What to work on
Pictures do not belong in the copy; print every entry exactly as it stands.

The input
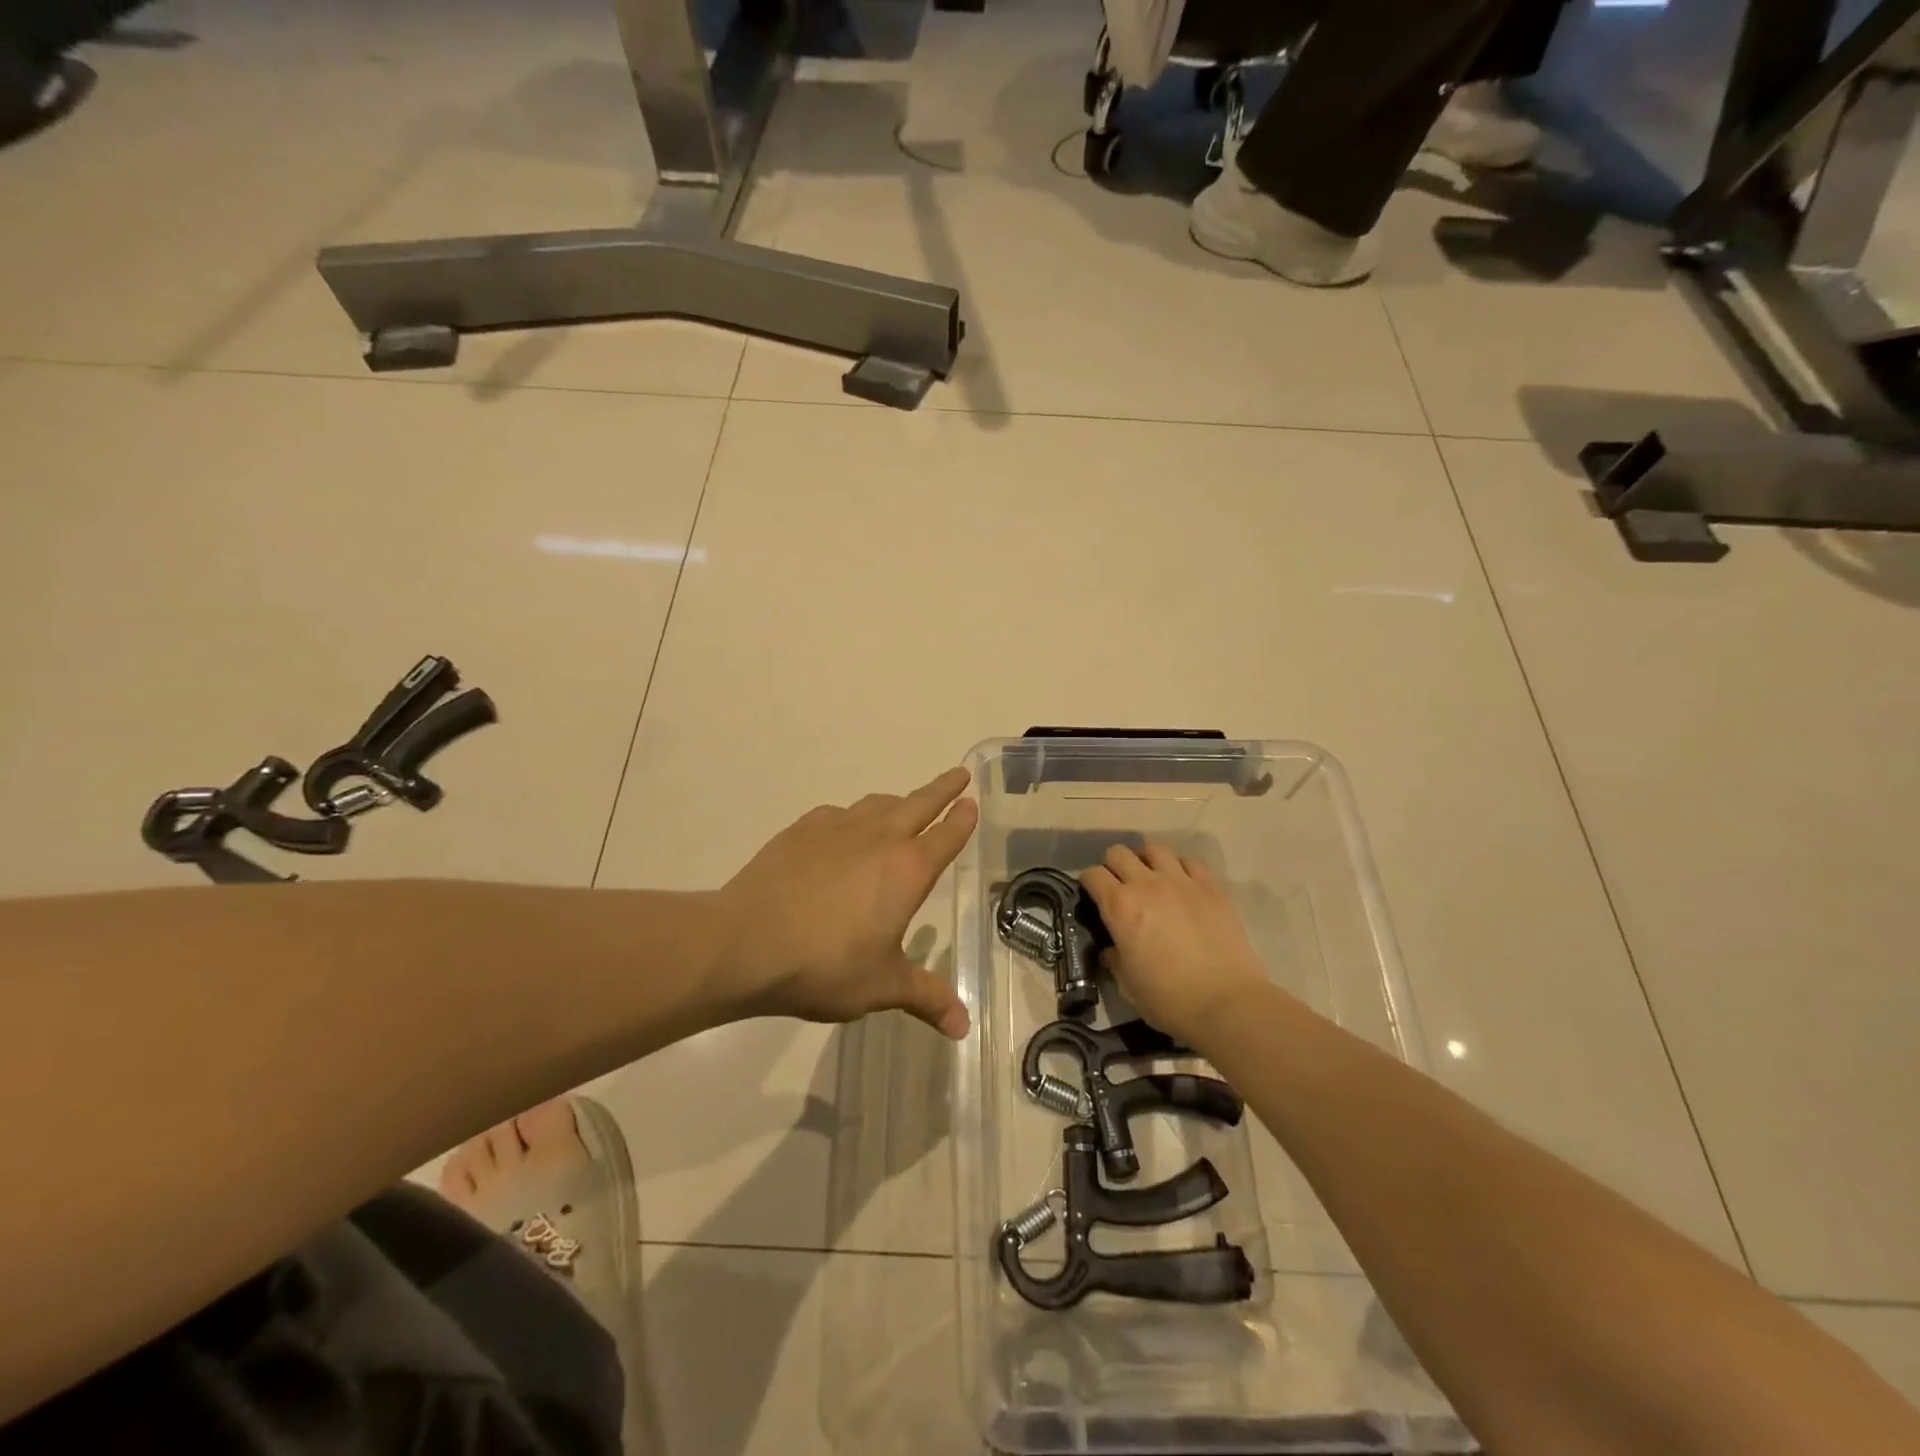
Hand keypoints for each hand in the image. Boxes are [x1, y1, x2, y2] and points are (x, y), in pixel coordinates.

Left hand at [715, 767, 977, 1038]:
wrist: (748, 943)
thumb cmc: (826, 965)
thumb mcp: (882, 986)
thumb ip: (926, 998)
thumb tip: (963, 1027)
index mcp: (907, 870)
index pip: (945, 836)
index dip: (962, 819)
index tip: (971, 802)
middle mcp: (878, 838)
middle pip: (918, 803)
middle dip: (941, 789)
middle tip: (958, 774)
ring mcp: (837, 829)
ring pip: (876, 804)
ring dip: (896, 802)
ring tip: (902, 805)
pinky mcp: (800, 831)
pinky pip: (836, 814)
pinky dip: (850, 817)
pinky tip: (842, 830)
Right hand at [1080, 844, 1272, 1047]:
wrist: (1227, 1003)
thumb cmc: (1170, 1000)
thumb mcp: (1127, 985)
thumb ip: (1114, 959)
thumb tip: (1112, 948)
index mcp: (1120, 907)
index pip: (1092, 875)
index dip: (1088, 883)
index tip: (1092, 896)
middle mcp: (1146, 885)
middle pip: (1119, 853)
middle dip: (1113, 866)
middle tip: (1119, 887)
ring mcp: (1181, 882)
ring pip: (1154, 848)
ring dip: (1146, 860)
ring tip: (1150, 878)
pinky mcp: (1211, 887)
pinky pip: (1190, 862)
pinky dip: (1180, 868)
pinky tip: (1182, 885)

Written answer
Hand keypoints for each hand in the image. Boxes are [x1, y1, x2, y2] and points are (x, y), in pixel coordinates.

Left hand at [715, 767, 977, 1038]:
wrist: (748, 943)
thumb cmc: (826, 965)
thumb mcp: (882, 986)
thumb ip: (926, 998)
thumb tip: (963, 1027)
index mcp: (907, 870)
index pip: (945, 836)
index dip: (962, 819)
index tip: (971, 802)
middle mcp: (878, 838)
middle pip: (918, 803)
middle dip: (941, 789)
middle tip: (958, 774)
ring mcp: (837, 829)
ring pip: (876, 804)
ring dip: (896, 802)
ring tip: (902, 805)
pinky mcp: (800, 831)
pinky pip: (836, 814)
pinky dip: (850, 817)
pinky tip: (842, 830)
Right hand at [1080, 844, 1272, 1047]:
wrist: (1227, 1003)
thumb cmc: (1170, 1000)
thumb mcp: (1127, 985)
thumb ip: (1114, 959)
thumb tip: (1112, 948)
index mcp: (1120, 907)
index pip: (1092, 875)
index dip: (1088, 883)
index tip: (1092, 896)
middle mcp: (1146, 885)
middle pip: (1119, 853)
middle dip: (1113, 866)
middle tip: (1119, 887)
ring mcp: (1181, 882)
ring pip: (1154, 848)
ring dip: (1146, 860)
ring tip: (1150, 878)
pinky mcp: (1211, 887)
pinky pip: (1190, 862)
pinky dip: (1180, 868)
pinky tip: (1182, 885)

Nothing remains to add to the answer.